ACTIVITY => Your answer should be a single number: the count of lines in the material below that hold "Hofer".

RECORDS SUPPLIED =>
• • • •

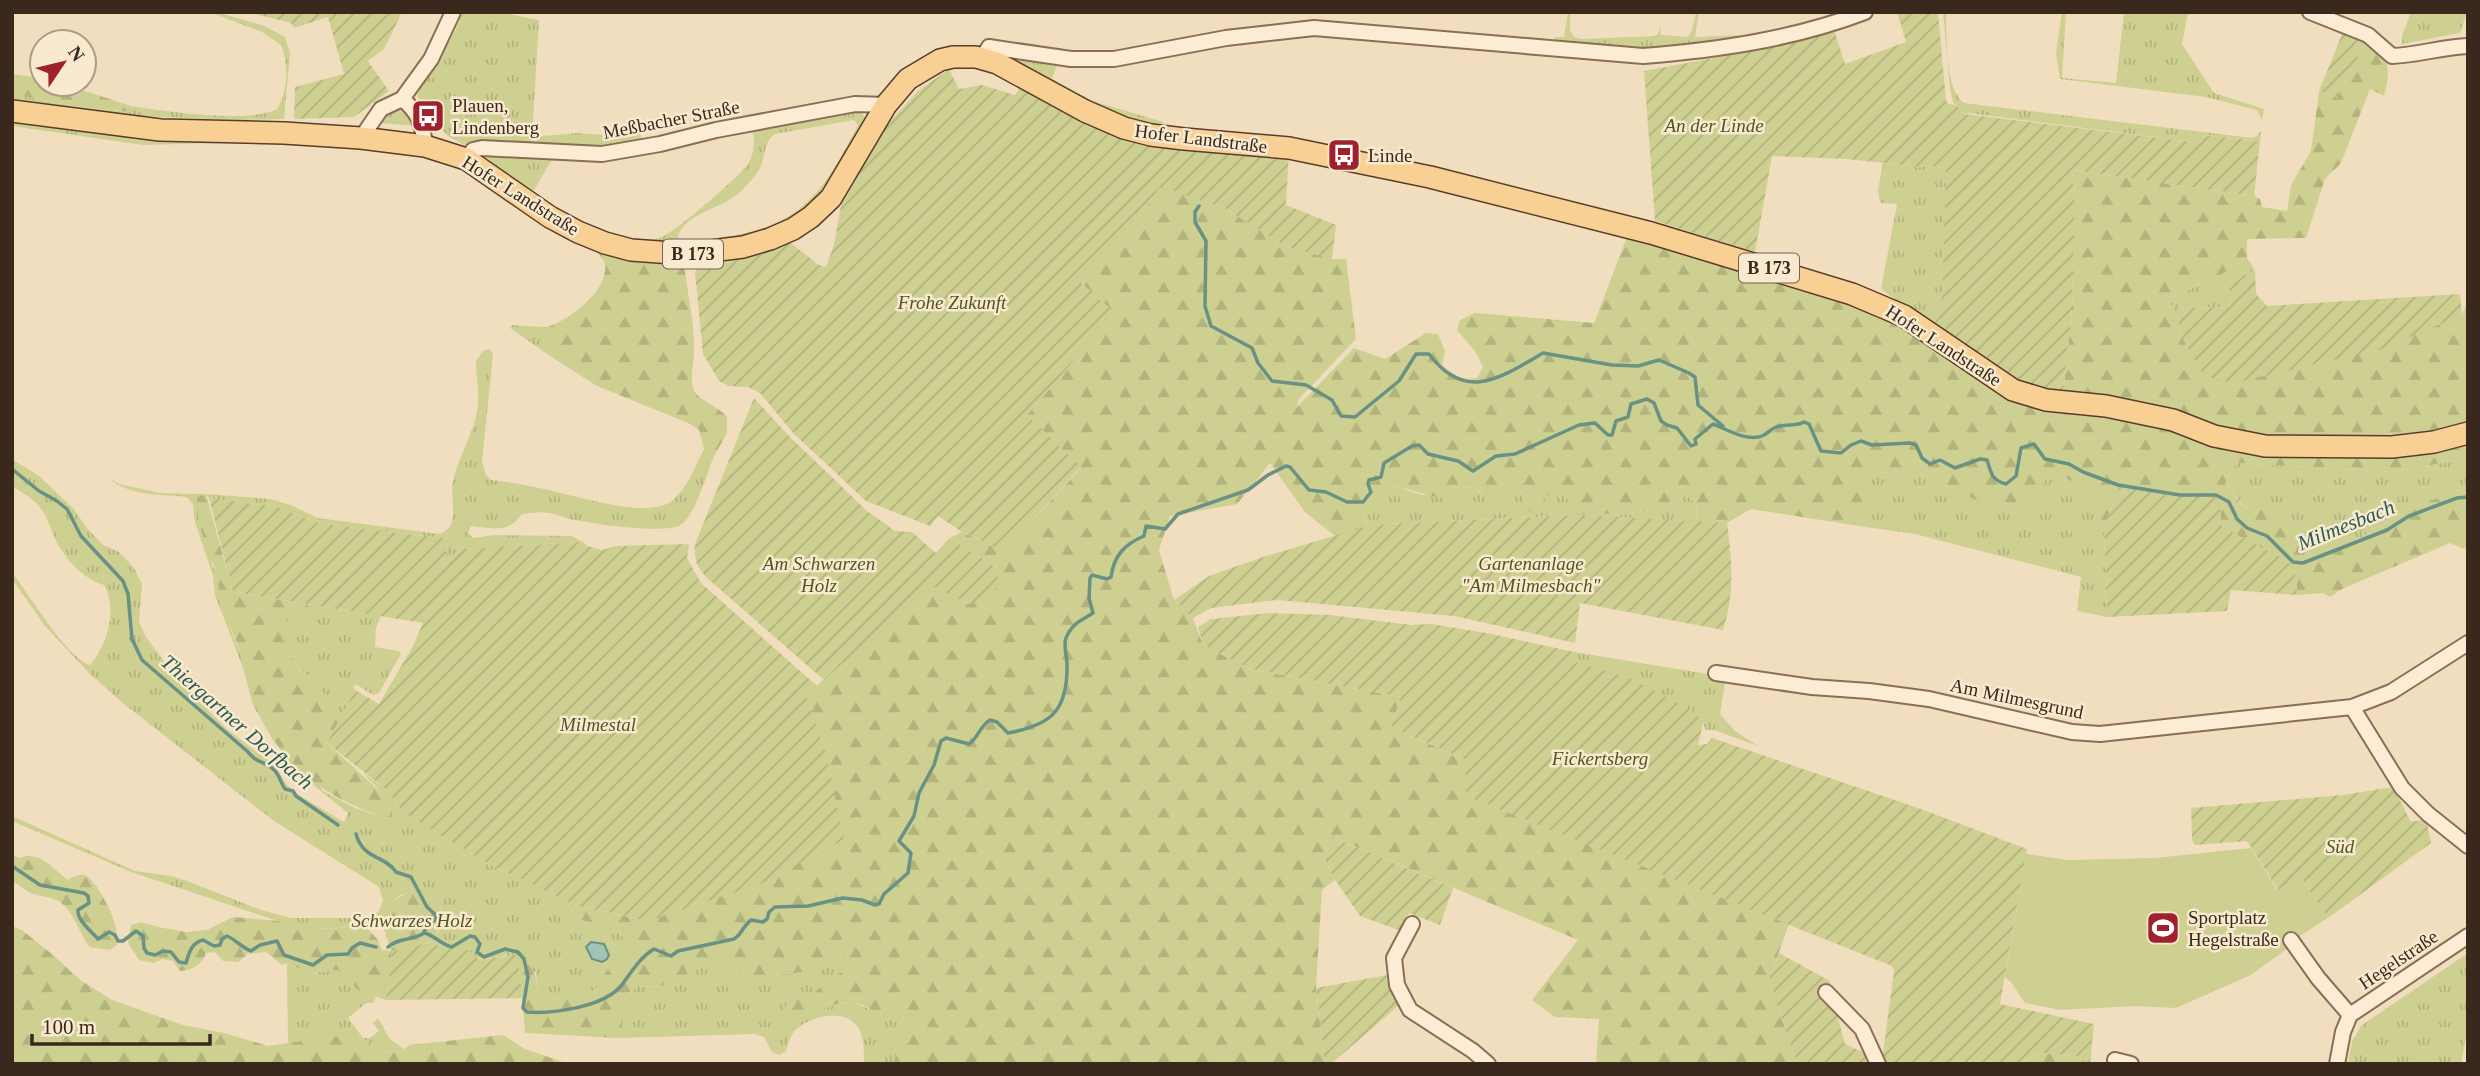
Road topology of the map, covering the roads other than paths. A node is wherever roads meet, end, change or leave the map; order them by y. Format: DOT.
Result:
graph roads {
  1 [pos="453,12"];
  2 [pos="1865,12"];
  3 [pos="2310,12"];
  4 [pos="2468,46"];
  5 [pos="982,58"];
  6 [pos="402,99"];
  7 [pos="886,105"];
  8 [pos="12,111"];
  9 [pos="361,138"];
  10 [pos="425,146"];
  11 [pos="466,159"];
  12 [pos="2468,433"];
  13 [pos="2468,643"];
  14 [pos="1716,673"];
  15 [pos="2352,707"];
  16 [pos="2468,846"];
  17 [pos="1412,925"];
  18 [pos="2468,936"];
  19 [pos="2291,940"];
  20 [pos="1826,992"];
  21 [pos="2350,1015"];
  22 [pos="2115,1060"];
  23 [pos="1488,1064"];
  24 [pos="1878,1064"];
  25 [pos="2131,1064"];
  26 [pos="2337,1064"];
  1 -- 6 [label="street"];
  2 -- 5 [label="street"];
  3 -- 4 [label="street"];
  5 -- 7 [label="main road, Hofer Landstraße / B 173"];
  5 -- 12 [label="main road, Hofer Landstraße / B 173"];
  6 -- 9 [label="street"];
  6 -- 10 [label="street"];
  7 -- 11 [label="street, Meßbacher Straße"];
  7 -- 11 [label="main road, Hofer Landstraße / B 173"];
  8 -- 9 [label="main road, Hofer Landstraße / B 173"];
  9 -- 10 [label="main road, Hofer Landstraße / B 173"];
  10 -- 11 [label="main road, Hofer Landstraße / B 173"];
  13 -- 15 [label="street, Am Milmesgrund"];
  14 -- 15 [label="street, Am Milmesgrund"];
  15 -- 16 [label="street"];
  17 -- 23 [label="street"];
  18 -- 21 [label="street, Hegelstraße"];
  19 -- 21 [label="street, Hegelstraße"];
  20 -- 24 [label="street"];
  21 -- 26 [label="street, Hegelstraße"];
  22 -- 25 [label="street"];
}
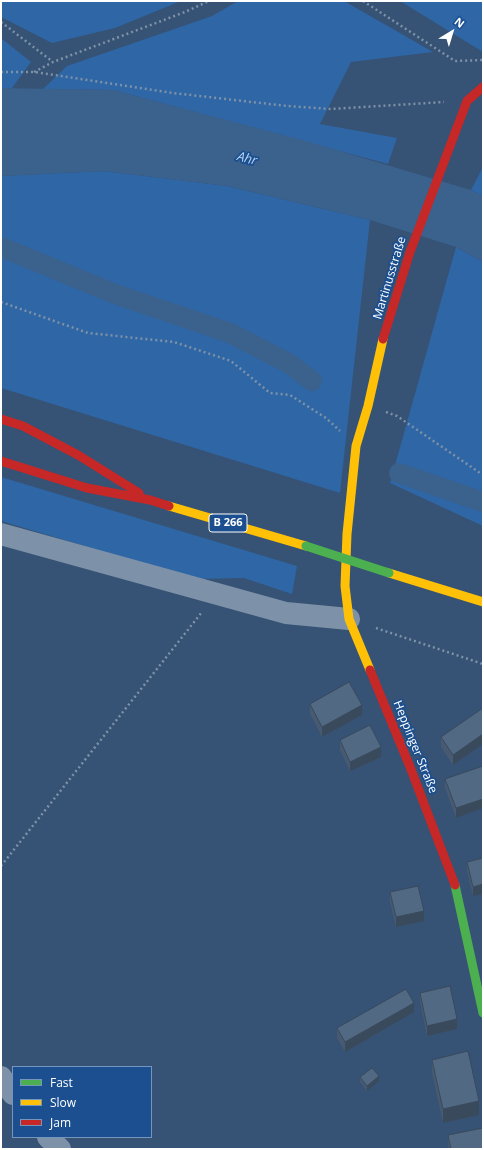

• • • •

OUTPUT OF THE EXERCISE => 6